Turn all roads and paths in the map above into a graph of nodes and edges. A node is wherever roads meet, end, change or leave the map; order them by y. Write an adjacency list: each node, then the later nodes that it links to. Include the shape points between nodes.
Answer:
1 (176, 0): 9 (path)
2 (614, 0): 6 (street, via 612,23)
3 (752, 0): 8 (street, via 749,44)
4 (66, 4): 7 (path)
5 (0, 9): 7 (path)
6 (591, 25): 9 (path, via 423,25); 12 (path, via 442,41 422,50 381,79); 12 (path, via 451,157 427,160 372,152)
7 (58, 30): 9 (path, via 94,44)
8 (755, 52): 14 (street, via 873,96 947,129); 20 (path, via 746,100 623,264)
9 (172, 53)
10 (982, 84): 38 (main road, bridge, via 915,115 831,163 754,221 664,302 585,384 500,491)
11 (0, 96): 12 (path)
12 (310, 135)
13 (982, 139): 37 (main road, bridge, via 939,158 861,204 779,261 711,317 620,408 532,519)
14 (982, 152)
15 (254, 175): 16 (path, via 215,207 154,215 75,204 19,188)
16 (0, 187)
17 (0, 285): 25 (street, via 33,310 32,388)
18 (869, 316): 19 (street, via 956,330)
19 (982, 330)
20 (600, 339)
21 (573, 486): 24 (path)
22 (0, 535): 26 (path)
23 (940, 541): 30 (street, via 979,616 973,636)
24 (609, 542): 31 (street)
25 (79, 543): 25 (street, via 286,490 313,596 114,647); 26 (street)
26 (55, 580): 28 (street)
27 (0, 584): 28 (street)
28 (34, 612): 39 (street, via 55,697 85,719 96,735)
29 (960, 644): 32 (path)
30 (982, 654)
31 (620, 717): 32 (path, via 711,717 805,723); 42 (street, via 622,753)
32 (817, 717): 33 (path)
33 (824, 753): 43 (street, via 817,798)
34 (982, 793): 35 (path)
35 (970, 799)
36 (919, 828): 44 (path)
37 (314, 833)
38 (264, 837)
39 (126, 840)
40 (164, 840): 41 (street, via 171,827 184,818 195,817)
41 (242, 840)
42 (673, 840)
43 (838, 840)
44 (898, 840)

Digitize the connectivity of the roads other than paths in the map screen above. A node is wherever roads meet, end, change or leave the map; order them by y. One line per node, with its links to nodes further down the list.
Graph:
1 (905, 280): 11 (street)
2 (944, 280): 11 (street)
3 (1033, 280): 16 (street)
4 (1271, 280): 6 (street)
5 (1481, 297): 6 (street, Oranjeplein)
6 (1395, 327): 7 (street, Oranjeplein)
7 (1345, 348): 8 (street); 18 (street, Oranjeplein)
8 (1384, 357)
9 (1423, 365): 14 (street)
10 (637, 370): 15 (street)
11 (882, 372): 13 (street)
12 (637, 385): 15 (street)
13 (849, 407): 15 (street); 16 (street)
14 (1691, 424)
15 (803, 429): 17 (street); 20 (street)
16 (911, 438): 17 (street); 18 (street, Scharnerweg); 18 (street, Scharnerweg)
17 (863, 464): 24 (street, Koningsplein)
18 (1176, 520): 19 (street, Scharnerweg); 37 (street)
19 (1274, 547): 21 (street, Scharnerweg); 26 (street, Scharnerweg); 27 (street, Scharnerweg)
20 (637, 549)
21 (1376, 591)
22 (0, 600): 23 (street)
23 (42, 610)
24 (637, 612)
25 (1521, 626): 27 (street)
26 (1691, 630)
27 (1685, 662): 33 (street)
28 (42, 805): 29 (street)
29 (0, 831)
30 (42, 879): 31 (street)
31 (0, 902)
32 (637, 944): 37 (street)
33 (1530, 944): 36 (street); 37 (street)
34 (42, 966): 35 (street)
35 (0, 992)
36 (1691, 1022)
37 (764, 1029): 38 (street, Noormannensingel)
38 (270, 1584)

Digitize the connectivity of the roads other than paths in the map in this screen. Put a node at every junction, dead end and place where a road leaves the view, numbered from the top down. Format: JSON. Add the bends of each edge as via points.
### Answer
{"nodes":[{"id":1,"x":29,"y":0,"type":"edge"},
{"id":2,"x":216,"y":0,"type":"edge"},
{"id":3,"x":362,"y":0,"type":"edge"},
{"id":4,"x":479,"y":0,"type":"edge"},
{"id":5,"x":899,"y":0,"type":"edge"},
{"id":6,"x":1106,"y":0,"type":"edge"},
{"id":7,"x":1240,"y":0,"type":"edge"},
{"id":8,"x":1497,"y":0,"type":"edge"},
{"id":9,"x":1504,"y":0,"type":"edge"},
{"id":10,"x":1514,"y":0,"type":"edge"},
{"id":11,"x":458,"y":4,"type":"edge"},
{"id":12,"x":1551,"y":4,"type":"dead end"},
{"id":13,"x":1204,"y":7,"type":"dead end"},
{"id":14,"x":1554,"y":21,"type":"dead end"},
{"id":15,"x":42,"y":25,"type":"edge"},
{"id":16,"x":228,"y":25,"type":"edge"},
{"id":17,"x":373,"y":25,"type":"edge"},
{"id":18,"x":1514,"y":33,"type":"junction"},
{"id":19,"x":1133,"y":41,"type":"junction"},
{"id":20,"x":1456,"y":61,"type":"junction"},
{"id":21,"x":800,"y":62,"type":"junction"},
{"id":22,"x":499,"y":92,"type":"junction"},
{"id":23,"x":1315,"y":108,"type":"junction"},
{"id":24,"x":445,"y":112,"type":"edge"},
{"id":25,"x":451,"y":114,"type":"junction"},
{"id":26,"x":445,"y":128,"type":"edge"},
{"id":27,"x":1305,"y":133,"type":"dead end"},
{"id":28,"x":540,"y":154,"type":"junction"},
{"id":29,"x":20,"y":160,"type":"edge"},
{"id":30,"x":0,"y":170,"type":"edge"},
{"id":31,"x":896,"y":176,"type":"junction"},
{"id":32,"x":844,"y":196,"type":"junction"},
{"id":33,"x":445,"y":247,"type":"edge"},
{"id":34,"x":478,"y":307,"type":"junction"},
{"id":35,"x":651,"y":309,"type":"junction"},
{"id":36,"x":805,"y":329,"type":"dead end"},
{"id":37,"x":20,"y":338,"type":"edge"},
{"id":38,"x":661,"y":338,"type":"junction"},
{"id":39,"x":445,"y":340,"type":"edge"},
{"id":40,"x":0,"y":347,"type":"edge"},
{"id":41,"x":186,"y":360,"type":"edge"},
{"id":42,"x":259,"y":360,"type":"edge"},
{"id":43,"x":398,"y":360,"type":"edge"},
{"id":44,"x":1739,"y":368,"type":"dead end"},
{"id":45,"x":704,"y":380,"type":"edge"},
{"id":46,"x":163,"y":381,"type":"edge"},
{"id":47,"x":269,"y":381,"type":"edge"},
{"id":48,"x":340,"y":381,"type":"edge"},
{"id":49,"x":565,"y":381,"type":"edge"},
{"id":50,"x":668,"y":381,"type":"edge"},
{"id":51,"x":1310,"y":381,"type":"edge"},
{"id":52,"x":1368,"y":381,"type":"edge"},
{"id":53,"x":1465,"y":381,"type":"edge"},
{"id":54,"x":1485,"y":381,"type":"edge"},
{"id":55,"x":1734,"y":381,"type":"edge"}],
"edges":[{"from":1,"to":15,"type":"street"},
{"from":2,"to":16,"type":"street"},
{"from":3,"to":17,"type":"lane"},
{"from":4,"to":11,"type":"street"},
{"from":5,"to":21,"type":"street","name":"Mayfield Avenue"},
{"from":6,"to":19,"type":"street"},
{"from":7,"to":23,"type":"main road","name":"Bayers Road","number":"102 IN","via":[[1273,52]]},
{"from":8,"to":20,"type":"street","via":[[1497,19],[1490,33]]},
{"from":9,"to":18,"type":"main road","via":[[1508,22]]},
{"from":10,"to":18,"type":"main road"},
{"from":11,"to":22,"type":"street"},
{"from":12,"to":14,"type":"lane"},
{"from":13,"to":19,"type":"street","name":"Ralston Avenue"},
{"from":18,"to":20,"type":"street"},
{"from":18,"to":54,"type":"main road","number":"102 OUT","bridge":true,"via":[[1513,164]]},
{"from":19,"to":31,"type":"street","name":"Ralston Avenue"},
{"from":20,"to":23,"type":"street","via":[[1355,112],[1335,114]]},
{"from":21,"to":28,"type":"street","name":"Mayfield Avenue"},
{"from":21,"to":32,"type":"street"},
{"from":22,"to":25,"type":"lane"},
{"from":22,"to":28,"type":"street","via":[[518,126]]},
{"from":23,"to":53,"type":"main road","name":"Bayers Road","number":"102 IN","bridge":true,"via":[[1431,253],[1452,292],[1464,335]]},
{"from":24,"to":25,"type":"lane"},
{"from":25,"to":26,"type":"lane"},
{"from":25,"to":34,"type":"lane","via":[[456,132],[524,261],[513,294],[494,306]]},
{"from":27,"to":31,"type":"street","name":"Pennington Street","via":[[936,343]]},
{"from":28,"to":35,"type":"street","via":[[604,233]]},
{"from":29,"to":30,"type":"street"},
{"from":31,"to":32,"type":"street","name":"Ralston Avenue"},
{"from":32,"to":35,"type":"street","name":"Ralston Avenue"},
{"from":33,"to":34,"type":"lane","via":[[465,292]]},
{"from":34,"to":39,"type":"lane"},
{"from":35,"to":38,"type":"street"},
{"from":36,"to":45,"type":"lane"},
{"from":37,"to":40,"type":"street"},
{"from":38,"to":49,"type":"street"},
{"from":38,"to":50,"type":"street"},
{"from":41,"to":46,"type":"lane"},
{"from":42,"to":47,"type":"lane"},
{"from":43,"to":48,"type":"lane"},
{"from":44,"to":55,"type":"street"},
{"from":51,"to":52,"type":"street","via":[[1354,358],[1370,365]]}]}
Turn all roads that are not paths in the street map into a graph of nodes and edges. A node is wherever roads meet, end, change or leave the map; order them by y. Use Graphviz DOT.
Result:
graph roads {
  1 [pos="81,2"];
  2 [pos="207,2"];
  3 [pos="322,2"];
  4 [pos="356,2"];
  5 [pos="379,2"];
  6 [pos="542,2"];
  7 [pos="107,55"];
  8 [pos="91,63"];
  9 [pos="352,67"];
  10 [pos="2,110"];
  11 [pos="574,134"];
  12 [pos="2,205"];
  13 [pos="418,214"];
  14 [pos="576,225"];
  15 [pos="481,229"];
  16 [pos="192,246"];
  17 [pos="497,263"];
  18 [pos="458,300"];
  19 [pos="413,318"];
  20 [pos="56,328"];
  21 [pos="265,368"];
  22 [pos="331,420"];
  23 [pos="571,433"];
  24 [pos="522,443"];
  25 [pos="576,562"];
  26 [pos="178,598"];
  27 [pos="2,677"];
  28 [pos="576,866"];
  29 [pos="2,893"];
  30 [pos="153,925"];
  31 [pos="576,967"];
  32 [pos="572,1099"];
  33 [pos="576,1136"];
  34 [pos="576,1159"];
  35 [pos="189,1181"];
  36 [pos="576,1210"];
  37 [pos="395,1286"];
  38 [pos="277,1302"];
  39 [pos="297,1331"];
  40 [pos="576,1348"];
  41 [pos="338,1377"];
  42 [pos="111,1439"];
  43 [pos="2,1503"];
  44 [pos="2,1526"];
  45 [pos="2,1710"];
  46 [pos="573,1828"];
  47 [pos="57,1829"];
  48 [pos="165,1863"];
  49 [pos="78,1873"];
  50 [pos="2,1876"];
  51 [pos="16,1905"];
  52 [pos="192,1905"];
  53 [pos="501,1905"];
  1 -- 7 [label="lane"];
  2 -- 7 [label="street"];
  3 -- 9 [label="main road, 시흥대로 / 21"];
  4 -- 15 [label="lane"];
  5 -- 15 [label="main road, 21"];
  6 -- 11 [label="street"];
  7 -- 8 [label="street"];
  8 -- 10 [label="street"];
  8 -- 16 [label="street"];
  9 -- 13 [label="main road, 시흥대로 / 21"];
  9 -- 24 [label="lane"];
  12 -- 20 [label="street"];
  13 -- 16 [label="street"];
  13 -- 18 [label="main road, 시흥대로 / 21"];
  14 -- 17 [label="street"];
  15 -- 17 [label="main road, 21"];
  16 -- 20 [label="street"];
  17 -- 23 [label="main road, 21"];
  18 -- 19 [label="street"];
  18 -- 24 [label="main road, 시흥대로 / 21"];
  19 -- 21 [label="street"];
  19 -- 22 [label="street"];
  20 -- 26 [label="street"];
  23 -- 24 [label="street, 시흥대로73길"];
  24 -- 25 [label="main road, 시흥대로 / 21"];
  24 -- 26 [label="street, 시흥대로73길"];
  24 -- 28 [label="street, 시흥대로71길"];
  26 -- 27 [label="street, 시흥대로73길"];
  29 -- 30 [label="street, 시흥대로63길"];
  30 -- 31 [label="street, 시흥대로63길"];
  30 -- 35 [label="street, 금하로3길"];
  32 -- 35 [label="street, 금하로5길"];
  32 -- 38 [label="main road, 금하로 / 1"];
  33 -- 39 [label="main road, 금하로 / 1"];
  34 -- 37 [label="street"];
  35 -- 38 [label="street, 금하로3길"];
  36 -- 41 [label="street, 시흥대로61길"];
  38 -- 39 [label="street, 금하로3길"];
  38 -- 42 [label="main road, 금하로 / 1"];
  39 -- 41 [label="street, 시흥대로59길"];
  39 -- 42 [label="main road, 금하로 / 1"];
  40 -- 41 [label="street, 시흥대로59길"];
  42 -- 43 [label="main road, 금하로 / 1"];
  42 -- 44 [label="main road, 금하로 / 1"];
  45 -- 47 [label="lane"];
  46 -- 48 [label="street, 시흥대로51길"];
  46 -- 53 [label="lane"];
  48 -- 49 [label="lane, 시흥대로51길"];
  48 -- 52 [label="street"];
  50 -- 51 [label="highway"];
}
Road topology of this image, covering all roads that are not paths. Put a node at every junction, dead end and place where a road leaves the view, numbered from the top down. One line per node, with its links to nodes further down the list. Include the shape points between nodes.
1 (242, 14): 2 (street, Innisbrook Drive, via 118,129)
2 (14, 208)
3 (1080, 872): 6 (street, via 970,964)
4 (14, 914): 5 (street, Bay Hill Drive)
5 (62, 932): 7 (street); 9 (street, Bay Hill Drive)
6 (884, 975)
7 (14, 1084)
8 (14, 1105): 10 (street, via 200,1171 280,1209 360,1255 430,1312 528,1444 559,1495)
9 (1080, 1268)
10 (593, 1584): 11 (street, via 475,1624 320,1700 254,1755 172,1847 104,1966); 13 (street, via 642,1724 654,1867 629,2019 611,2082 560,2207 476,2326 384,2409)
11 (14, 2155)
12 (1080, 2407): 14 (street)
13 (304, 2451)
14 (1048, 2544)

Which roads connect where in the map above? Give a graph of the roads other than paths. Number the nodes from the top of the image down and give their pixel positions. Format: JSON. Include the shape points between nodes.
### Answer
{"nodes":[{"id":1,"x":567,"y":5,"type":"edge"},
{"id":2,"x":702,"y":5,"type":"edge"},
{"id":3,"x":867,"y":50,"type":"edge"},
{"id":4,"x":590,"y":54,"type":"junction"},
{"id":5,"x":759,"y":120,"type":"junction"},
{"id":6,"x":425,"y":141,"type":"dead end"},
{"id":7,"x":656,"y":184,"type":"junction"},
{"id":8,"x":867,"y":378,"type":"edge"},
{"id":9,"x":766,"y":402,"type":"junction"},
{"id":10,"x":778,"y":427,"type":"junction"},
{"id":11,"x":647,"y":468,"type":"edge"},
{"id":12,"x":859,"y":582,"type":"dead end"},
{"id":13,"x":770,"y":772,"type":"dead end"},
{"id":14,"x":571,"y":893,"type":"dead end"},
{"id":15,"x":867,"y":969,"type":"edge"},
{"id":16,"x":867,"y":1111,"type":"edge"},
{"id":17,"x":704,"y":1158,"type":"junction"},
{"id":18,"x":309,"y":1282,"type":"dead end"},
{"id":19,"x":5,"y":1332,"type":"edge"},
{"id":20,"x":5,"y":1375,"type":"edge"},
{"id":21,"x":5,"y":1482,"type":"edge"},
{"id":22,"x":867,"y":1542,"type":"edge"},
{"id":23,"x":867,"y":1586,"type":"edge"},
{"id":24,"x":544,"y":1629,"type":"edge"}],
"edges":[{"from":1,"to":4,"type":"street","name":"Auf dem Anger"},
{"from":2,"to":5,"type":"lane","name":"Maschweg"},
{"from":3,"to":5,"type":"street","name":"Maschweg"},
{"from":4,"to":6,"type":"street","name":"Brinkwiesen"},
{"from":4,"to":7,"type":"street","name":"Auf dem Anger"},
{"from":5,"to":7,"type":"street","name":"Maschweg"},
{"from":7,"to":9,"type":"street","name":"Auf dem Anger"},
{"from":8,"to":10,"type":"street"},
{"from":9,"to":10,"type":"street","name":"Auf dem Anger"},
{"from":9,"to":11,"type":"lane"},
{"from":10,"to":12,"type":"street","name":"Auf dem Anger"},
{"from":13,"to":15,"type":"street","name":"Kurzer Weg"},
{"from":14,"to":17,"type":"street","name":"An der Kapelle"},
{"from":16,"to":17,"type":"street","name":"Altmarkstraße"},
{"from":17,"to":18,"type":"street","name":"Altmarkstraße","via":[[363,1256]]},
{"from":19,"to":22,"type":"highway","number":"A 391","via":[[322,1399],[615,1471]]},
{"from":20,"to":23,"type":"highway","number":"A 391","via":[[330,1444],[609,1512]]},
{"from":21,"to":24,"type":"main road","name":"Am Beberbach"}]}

========================================================================

**Problem to solve**:
Please retype the data exactly as it stands, from its first line down to the line that contains "the map screen", then stop.

**Response below**:
Turn all roads and paths in the map above into a graph of nodes and edges. A node is wherever roads meet, end, change or leave the map; order them by y. Write an adjacency list: each node, then the later nodes that it links to. Include the shape points between nodes.
Answer:
1 (176, 0): 9 (path)
2 (614, 0): 6 (street, via 612,23)
3 (752, 0): 8 (street, via 749,44)
4 (66, 4): 7 (path)
5 (0, 9): 7 (path)
6 (591, 25): 9 (path, via 423,25); 12 (path, via 442,41 422,50 381,79); 12 (path, via 451,157 427,160 372,152)
7 (58, 30): 9 (path, via 94,44)
8 (755, 52): 14 (street, via 873,96 947,129); 20 (path, via 746,100 623,264)
9 (172, 53)
10 (982, 84): 38 (main road, bridge, via 915,115 831,163 754,221 664,302 585,384 500,491)
11 (0, 96): 12 (path)
12 (310, 135)
13 (982, 139): 37 (main road, bridge, via 939,158 861,204 779,261 711,317 620,408 532,519)
14 (982, 152)
15 (254, 175): 16 (path, via 215,207 154,215 75,204 19,188)
16 (0, 187)
17 (0, 285): 25 (street, via 33,310 32,388)
18 (869, 316): 19 (street, via 956,330)
19 (982, 330)
20 (600, 339)
21 (573, 486): 24 (path)
22 (0, 535): 26 (path)
23 (940, 541): 30 (street, via 979,616 973,636)
24 (609, 542): 31 (street)
25 (79, 543): 25 (street, via 286,490 313,596 114,647); 26 (street)
26 (55, 580): 28 (street)
27 (0, 584): 28 (street)
28 (34, 612): 39 (street, via 55,697 85,719 96,735)
29 (960, 644): 32 (path)
30 (982, 654)
31 (620, 717): 32 (path, via 711,717 805,723); 42 (street, via 622,753)
32 (817, 717): 33 (path)
33 (824, 753): 43 (street, via 817,798)
34 (982, 793): 35 (path)
35 (970, 799)
36 (919, 828): 44 (path)
37 (314, 833)
38 (264, 837)
39 (126, 840)
40 (164, 840): 41 (street, via 171,827 184,818 195,817)
41 (242, 840)
42 (673, 840)
43 (838, 840)
44 (898, 840)

Digitize the connectivity of the roads other than paths in the map screen above. A node is wherever roads meet, end, change or leave the map; order them by y. One line per node, with its links to nodes further down the list.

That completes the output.